Our product engineers who work with our manufacturing teams to reduce costs through things like dual sourcing, improve yield, reduce design or process waste in those processes, and then our product developers, which deliver the high-quality, profitable products to our customers. Now, if you think about the spend and how that's split, it's about one-third spent on the technology and supporting our R&D efforts and about two-thirds on the product development effort, and most people, when you think about new products, you think the product development effort, because it's the most visible and it's the most emphasized part of it, but I'll tell you, you need balance across all these different elements in order to be effective in creating new products, so it has to, all of it has to work together, and it has to be in balance between all these different elements.

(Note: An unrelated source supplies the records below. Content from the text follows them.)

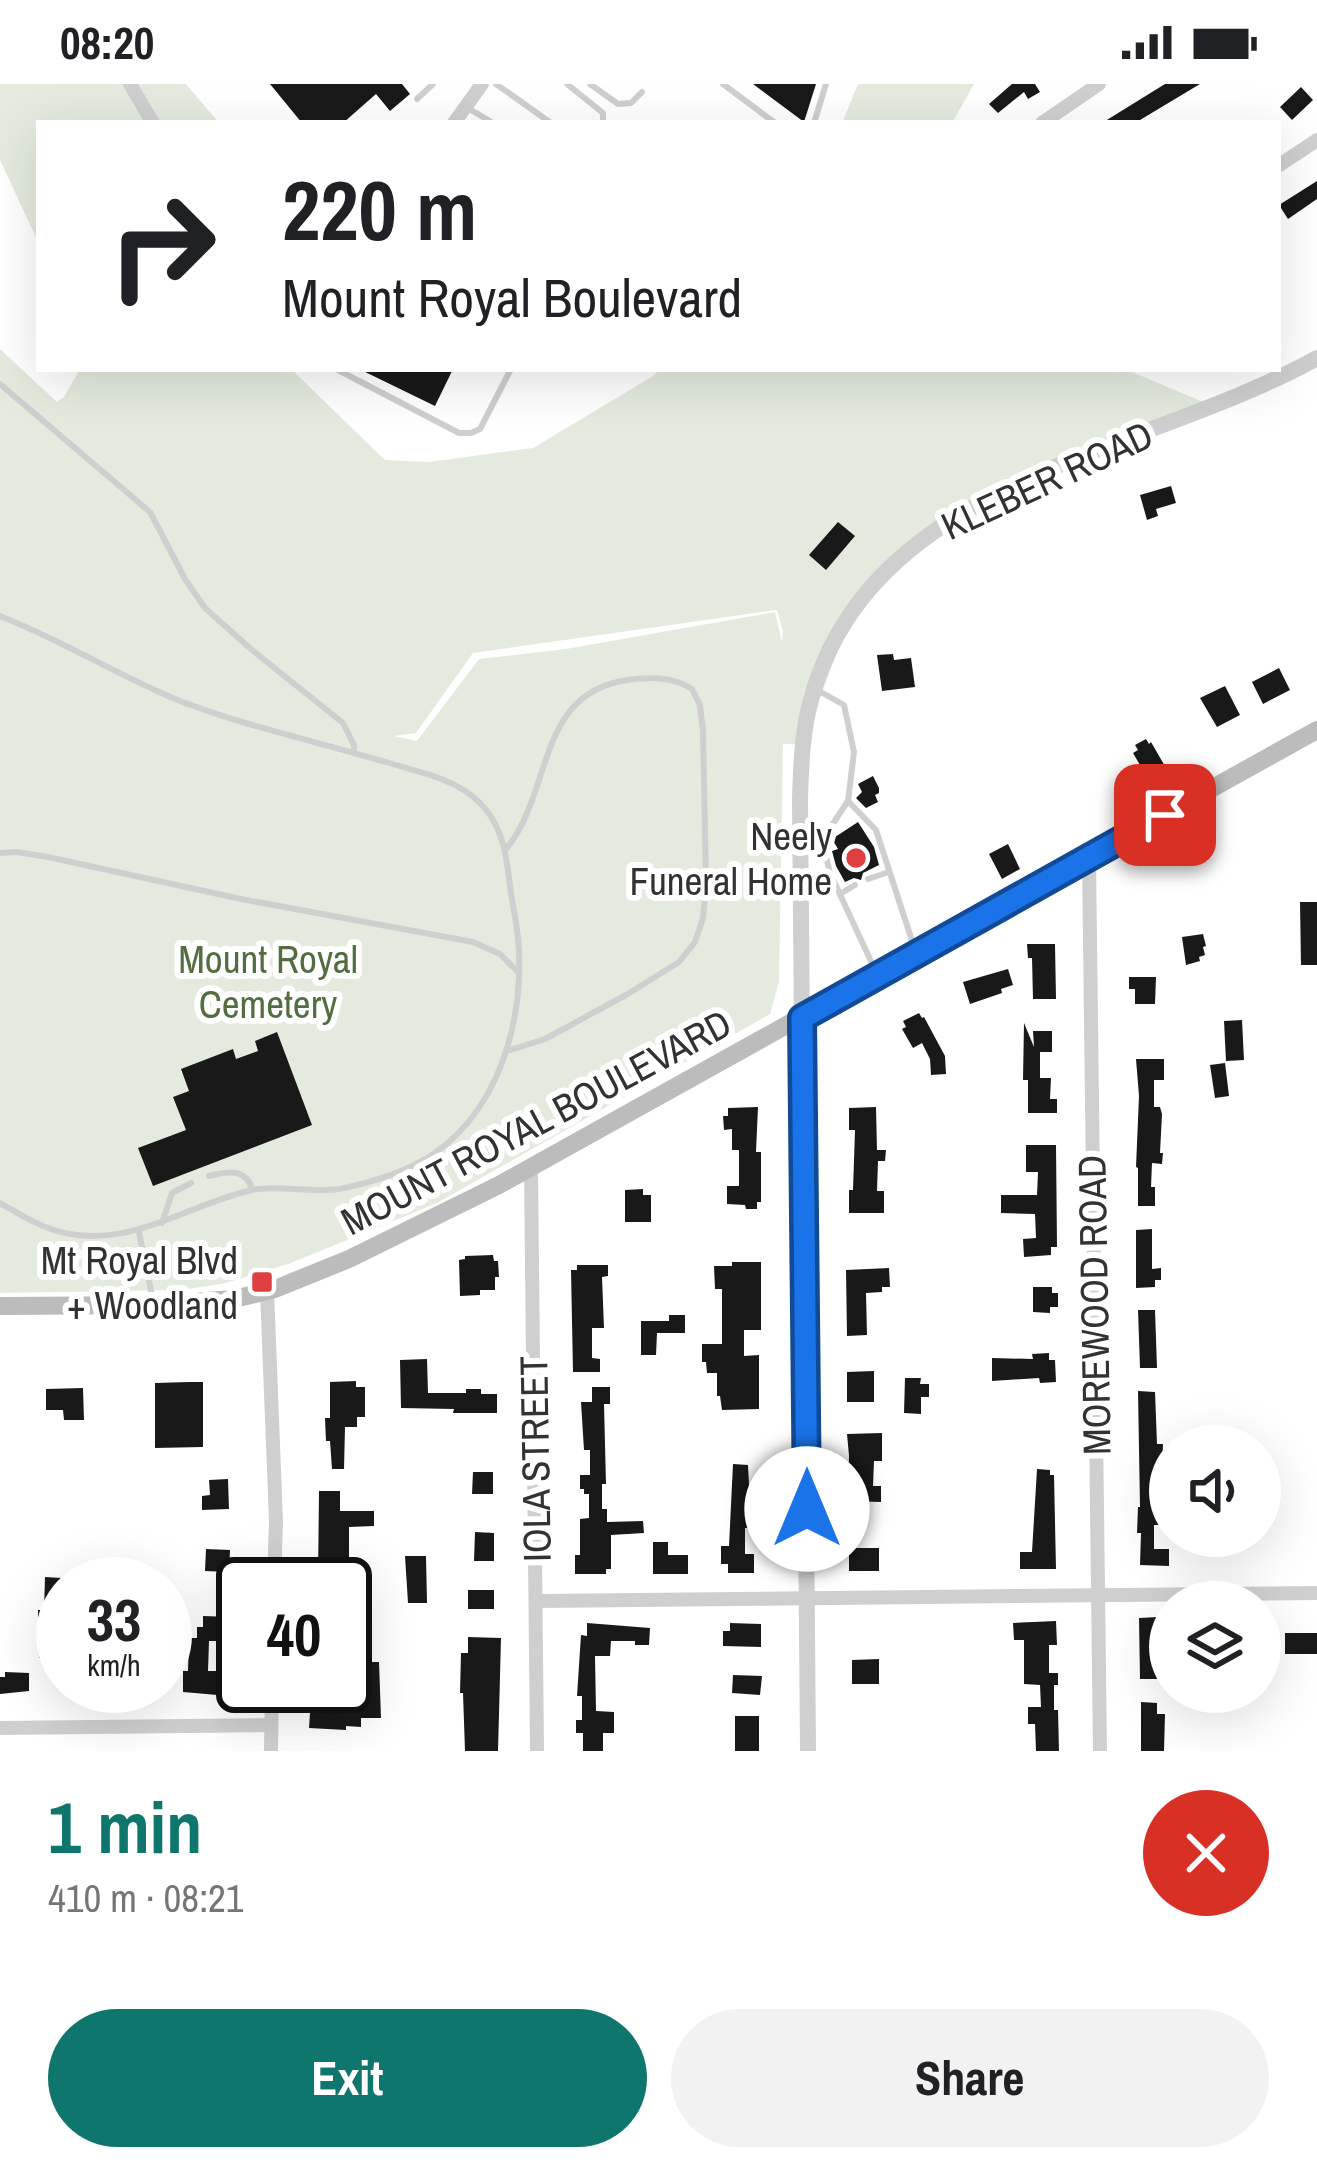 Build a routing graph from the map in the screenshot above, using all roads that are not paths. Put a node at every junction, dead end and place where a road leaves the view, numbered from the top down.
1 (130, 84) edge
2 (433, 84) edge
3 (482, 84) edge
4 (496, 84) edge
5 (567, 84) edge
6 (590, 84) edge
7 (723, 84) edge
8 (826, 84) edge
9 (1099, 84) edge
10 (642, 92) dead end
11 (416, 99) dead end
12 (466, 107) junction
13 (151, 120) edge
14 (456, 120) edge
15 (488, 120) edge
16 (546, 120) edge
17 (604, 120) edge
18 (771, 120) edge
19 (815, 120) edge
20 (1046, 120) edge
21 (1317, 140) edge
22 (1281, 164) edge
23 (1317, 358) edge
24 (342, 372) edge
25 (509, 372) edge
26 (0, 385) edge
27 (0, 616) edge
28 (814, 689) junction
29 (1317, 730) edge
30 (354, 752) junction
31 (848, 801) junction
32 (506, 849) junction
33 (1, 852) edge
34 (1089, 858) junction
35 (889, 872) junction
36 (868, 879) dead end
37 (855, 885) dead end
38 (840, 894) junction
39 (916, 954) junction
40 (518, 974) junction
41 (878, 975) junction
42 (802, 1018) junction
43 (507, 1051) junction
44 (531, 1167) junction
45 (209, 1176) dead end
46 (191, 1183) dead end
47 (252, 1190) junction
48 (0, 1203) edge
49 (161, 1223) junction
50 (139, 1231) junction
51 (267, 1291) junction
52 (153, 1305) junction
53 (0, 1306) edge
54 (274, 1557) edge
55 (1317, 1593) edge
56 (1098, 1595) junction
57 (808, 1600) junction
58 (537, 1601) junction
59 (271, 1713) edge
60 (271, 1725) junction
61 (0, 1727) edge
62 (271, 1751) edge
63 (537, 1751) edge
64 (808, 1751) edge
65 (1100, 1751) edge

1 - 13 street
2 - 11 lane
3 - 12 street
4 - 16 lane
5 - 17 lane
6 - 10 lane
7 - 18 lane
8 - 19 lane
9 - 20 street
12 - 14 street
12 - 15 lane
21 - 22 street
23 - 28 street, KLEBER ROAD
24 - 25 lane
26 - 30 lane
27 - 30 lane
28 - 31 lane
28 - 42 street, KLEBER ROAD
29 - 34 main road, MOUNT ROYAL BOULEVARD
30 - 32 lane
31 - 35 lane
31 - 38 lane
32 - 40 lane
32 - 43 lane
33 - 40 lane
34 - 39 main road, MOUNT ROYAL BOULEVARD
34 - 56 street, MOREWOOD ROAD
35 - 36 lane
35 - 39 lane
37 - 38 lane
38 - 41 lane
39 - 41 main road, MOUNT ROYAL BOULEVARD
40 - 43 lane
41 - 42 main road, MOUNT ROYAL BOULEVARD
42 - 44 main road, MOUNT ROYAL BOULEVARD
42 - 57 street, KLEBER ROAD
43 - 47 lane
44 - 51 main road, MOUNT ROYAL BOULEVARD
44 - 58 street, IOLA STREET
45 - 47 lane
46 - 49 lane
47 - 49 lane
48 - 50 lane
49 - 50 lane
50 - 52 lane
51 - 52 main road, MOUNT ROYAL BOULEVARD
51 - 54 street
52 - 53 main road, MOUNT ROYAL BOULEVARD
55 - 56 street
56 - 57 street
56 - 65 street, MOREWOOD ROAD
57 - 58 street
57 - 64 street, KLEBER ROAD
58 - 63 street, IOLA STREET
59 - 60 street
60 - 61 street
60 - 62 street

Now, not only engaging the customer and having a strong technical depth is important. Our model is built on a very strong R&D culture. And that starts with our scientists. That starts with hiring the best scientists in the world and then giving them the freedom in order to create. We connect our scientists across 3M in multiple different ways. One being a good example of that is our Tech Forum, which is a grassroots, self-directed organization that allows our scientists to share ideas and transfer knowledge and exchange knowledge across the company globally. Because you really, in the end, do need a collaborative culture to make sure that you're bringing the best solutions to your customers. It's one where employees are empowered and recognized, and they do have that freedom to create. And our model has been proven over time. Throughout our history, we've invented and introduced new-to-the-world products.
Starting in the early 1900s with our first lines of abrasive products, including our first industrial masking tape invention that launched the Scotch Brand family of products, celebrating its 100th year this year. Throughout time, we have created and invented products that allow us to make the world safer, more productive, and more sustainable. These innovations have repeatedly transformed our businesses and enabled us to expand our businesses over time. We will continue to do that going forward. Our R&D model, our engine, needs to be in balance to work optimally. Admittedly, over the last several years, we have been out of balance in that model. We are working to rectify that going forward. We looked hard at what some of the factors are that kind of knocked us out of balance, so to speak, in our operating model.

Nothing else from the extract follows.